The sides familiarized themselves with the achievements of the Georgian Constitutional Court, discussing its role and achievements and defining improvements for further efficiency. Expressing his pleasure towards Georgia’s success in the democratization process, the Venice Commission President Gianni Buquicchio praised Georgia’s achievements as a full member of the European Constitutional Court and hoped that the bilateral cooperation would help them create a fairer court in Georgia with one of the most democratic constitutions in the world.

“Our cooperation has a long history – I have been to Batumi several times before and when I first came to this town there was an absolutely different situation. I’m really glad that Georgia’s democratic institution is now located here and I want to congratulate the President and the entire population with such rapid steps towards development,” Buquicchio said stressing that he felt part of Georgia.

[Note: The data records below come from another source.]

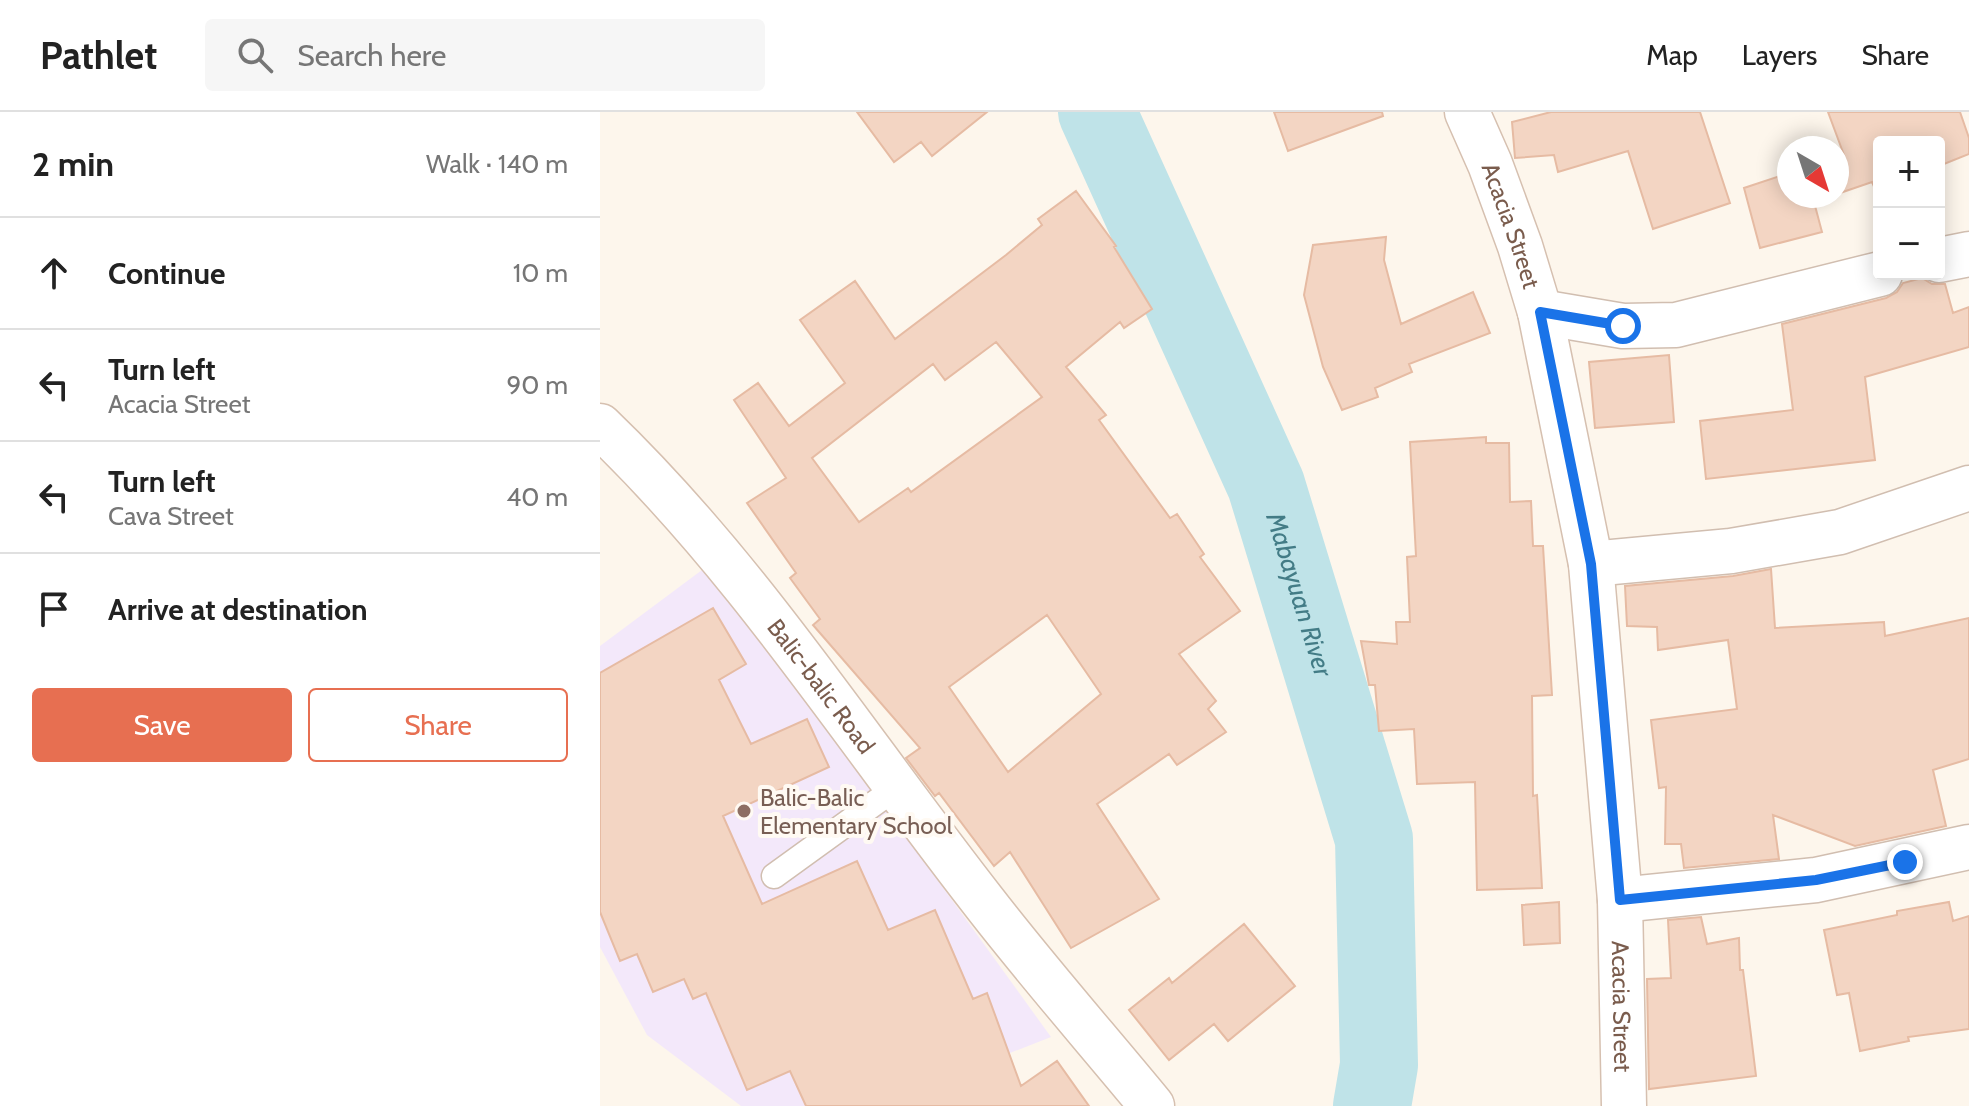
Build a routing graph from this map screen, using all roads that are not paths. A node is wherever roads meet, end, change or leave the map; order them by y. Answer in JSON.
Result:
{"nodes":[{"id":1,"x":1467,"y":112,"type":"edge"},
{"id":2,"x":1969,"y":254,"type":"edge"},
{"id":3,"x":1945,"y":259,"type":"edge"},
{"id":4,"x":1873,"y":276,"type":"edge"},
{"id":5,"x":1540,"y":312,"type":"junction"},
{"id":6,"x":600,"y":426,"type":"edge"},
{"id":7,"x":1969,"y":488,"type":"edge"},
{"id":8,"x":1591,"y":564,"type":"junction"},
{"id":9,"x":897,"y":787,"type":"junction"},
{"id":10,"x":1969,"y":847,"type":"edge"},
{"id":11,"x":774,"y":876,"type":"dead end"},
{"id":12,"x":1620,"y":900,"type":"junction"},
{"id":13,"x":1152,"y":1106,"type":"edge"},
{"id":14,"x":1624,"y":1106,"type":"edge"}],
"edges":[{"from":1,"to":5,"type":"main road","name":"Acacia Street"},
{"from":2,"to":3,"type":"main road"},
{"from":4,"to":5,"type":"main road"},
{"from":5,"to":8,"type":"main road","name":"Acacia Street"},
{"from":6,"to":9,"type":"main road","name":"Balic-balic Road"},
{"from":7,"to":8,"type":"main road"},
{"from":8,"to":12,"type":"main road","name":"Acacia Street"},
{"from":9,"to":11,"type":"lane"},
{"from":9,"to":13,"type":"main road","name":"Balic-balic Road"},
{"from":10,"to":12,"type":"main road"},
{"from":12,"to":14,"type":"main road","name":"Acacia Street"}]}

Congratulating the judges on the momentous date, President Saakashvili spoke of the judiciary reforms and the increase of public trust towards the system. Sharing Georgia’s legal traditions with the guests, Saakashvili gave a brief introduction to the improvements made within the judiciary system. Explaining that there have been some obstacles with the creation of a good constitutional court in our country the President praised the Georgian practice in handling legal and political disputes through court.

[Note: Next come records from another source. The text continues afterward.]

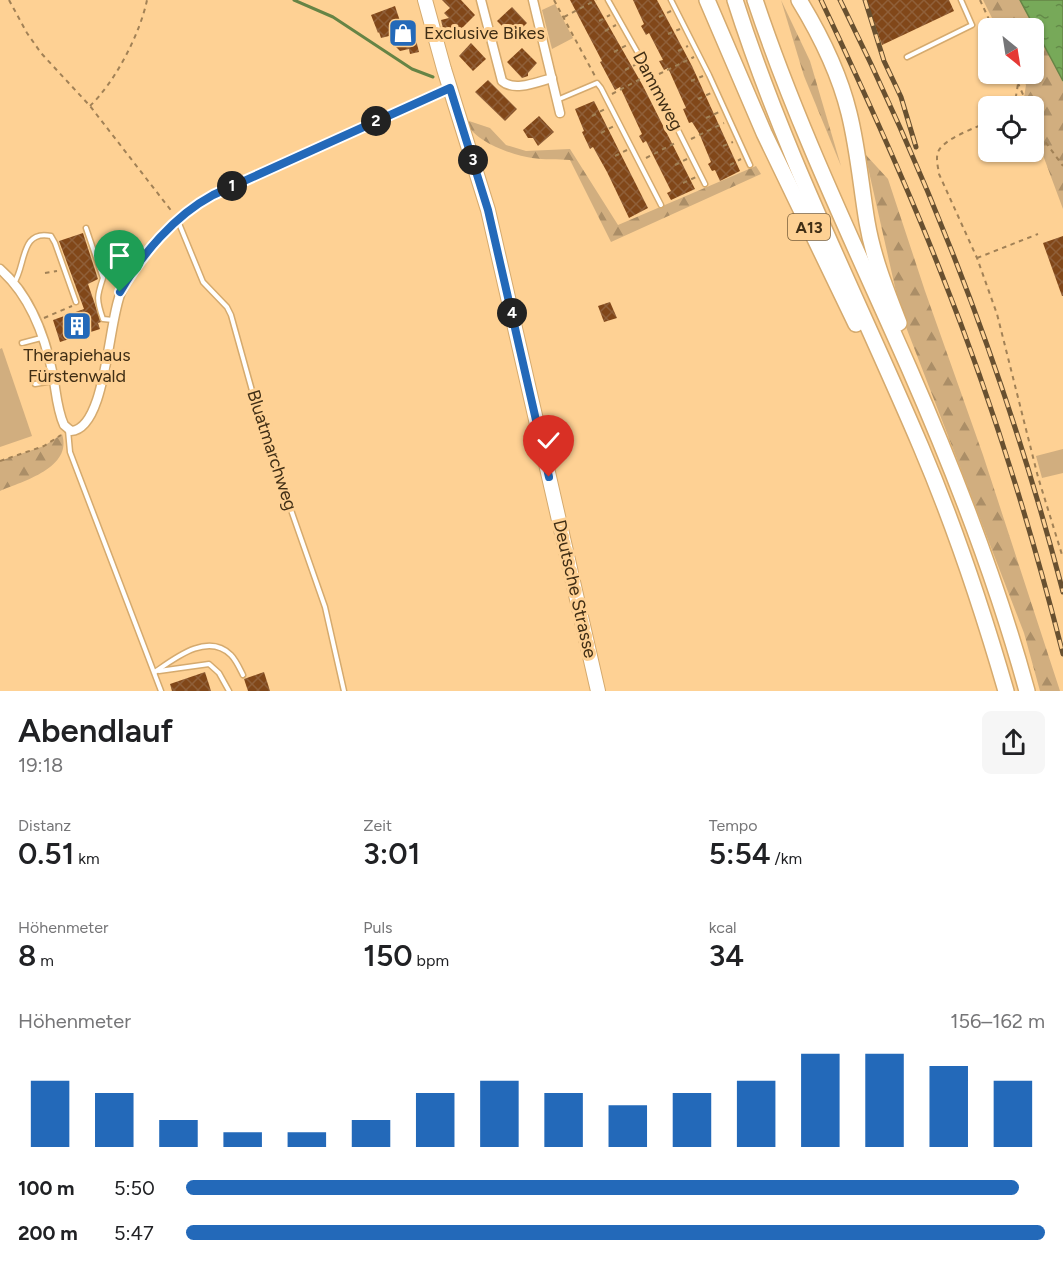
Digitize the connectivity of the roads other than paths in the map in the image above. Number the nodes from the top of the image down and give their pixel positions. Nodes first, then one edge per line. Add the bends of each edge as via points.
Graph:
1 (425, 0) edge
2 (481, 0) edge
3 (533, 0) edge
4 (608, 0) edge
5 (671, 0) edge
6 (707, 0) edge
7 (735, 0) edge
8 (755, 0) edge
9 (799, 0) edge
10 (961, 0) edge
11 (907, 57) dead end
12 (552, 78) junction
13 (450, 88) junction
14 (557, 100) junction
15 (560, 113) dead end
16 (750, 165) dead end
17 (705, 184) dead end
18 (661, 205) dead end
19 (177, 220) junction
20 (86, 228) dead end
21 (0, 269) edge
22 (14, 284) junction
23 (76, 303) road end
24 (113, 320) junction
25 (43, 337) junction
26 (22, 344) dead end
27 (54, 381) junction
28 (35, 384) dead end
29 (927, 411) junction
30 (68, 430) junction
31 (922, 449) junction
32 (155, 672) junction
33 (243, 675) dead end
34 (161, 691) edge
35 (229, 691) edge
36 (344, 691) edge
37 (598, 691) edge
38 (1006, 691) edge
39 (1027, 691) edge

1 - 13 main road, Deutsche Strasse
2 - 12 street via 502,81 516,86
3 - 12 street
4 - 17 lane, Dammweg
5 - 16 lane
6 - 31 highway, A13 via 752,105 880,375
7 - 31 highway, A13 via 768,94
8 - 29 highway, A13 via 822,173
9 - 29 highway, A13 via 829,55 844,94 872,244 911,352
10 - 11 lane via 972,25
12 - 14 street
13 - 19 street via 213,195
13 - 37 main road, Deutsche Strasse via 488,210
14 - 15 street
14 - 18 lane via 597,83
19 - 24 street via 129,278 117,300
19 - 36 lane, Bluatmarchweg via 203,282 231,315 263,430 325,607
20 - 24 lane via 103,278 97,302 103,319
21 - 22 street
22 - 23 lane via 27,245 33,238 45,235 54,239
22 - 25 street via 32,309
24 - 30 street via 94,408 84,427
25 - 26 lane
25 - 27 street
27 - 28 lane
27 - 30 street via 61,417
29 - 39 highway, A13 via 969,515
30 - 32 lane via 70,452
31 - 38 highway, A13 via 970,576
32 - 33 lane via 188,652 216,646 231,655
32 - 34 lane
32 - 35 lane via 209,664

“It’s more difficult to develop a good judiciary system than a good police or a good customs office because, for example, the policemen may be changed with trained newcomers while no judges can be brought from a street. That’s because the judges need great work ethic and integrity which we unfortunately lacked in Georgia,” Saakashvili said welcoming the appointment of young judges with experienced people at various levels of the court. These judges according to the President have the full institutional independence which means that they are free of any political bias.

“You all know well that I have never headed any of the sittings of the Council of Justice even when I had the authority to do so, the only thing which I initiated was to move the Constitutional Court to Batumi,” he stated. Highlighting the importance of decentralization of the country, Saakashvili spoke of the “historic importance” of the distribution of state bodies in different parts of Georgian territory. “This is the new Georgia where everything is being planned not by the one and the same 100 people living in the middle of the capital but the 4 million 700 000 people taking decisions on the future of their country,” he stated.

Praising the young judges in developing their ethics through practice, Saakashvili explained that these people are absolutely protected by law against any illegal interference. Discouraging the “gossip television and dirty insinuations of dirty newspapers” of underestimating the reforms of the judiciary, Saakashvili stressed that the majority of Georgian people (around 60%) expresses their confidence towards the progress achieved by the system.

Analyst Vakhtang Khmaladze gave a brief explanation of the situation within the Georgian judiciary system to The Messenger. “It’s really exaggerated to claim that the system is fully independent and the statistical analysis of the court decisions would prove it,” the analyst told us. “It’s almost impossible to dispute about the criminal or administrative cases with the court officials. The process of investigation is not so developed in Georgia to prove that all the claims have been thoroughly considered by the prosecutors and that all the charges against the detainees need no additional contradiction,” Khmaladze explained.

The situation is almost the same with administrative cases although the analyst could see some improvements with the constitutional court. “I may not be satisfied with all the decisions made by the constitutional court but they are always followed by the relevant explanations and leave the impression of professionalism even if someone isn’t content with the sentence,” the analyst told us. Worrying that the courts don’t fully use their authority, Khmaladze explained that there are practically no disputes among state bodies. As the analyst told The Messenger there are often cases when one particular state organ interferes with another’s authority without further complications. This all, according to Khmaladze, makes us feel that the court either lacks professionalism or depends on state policy.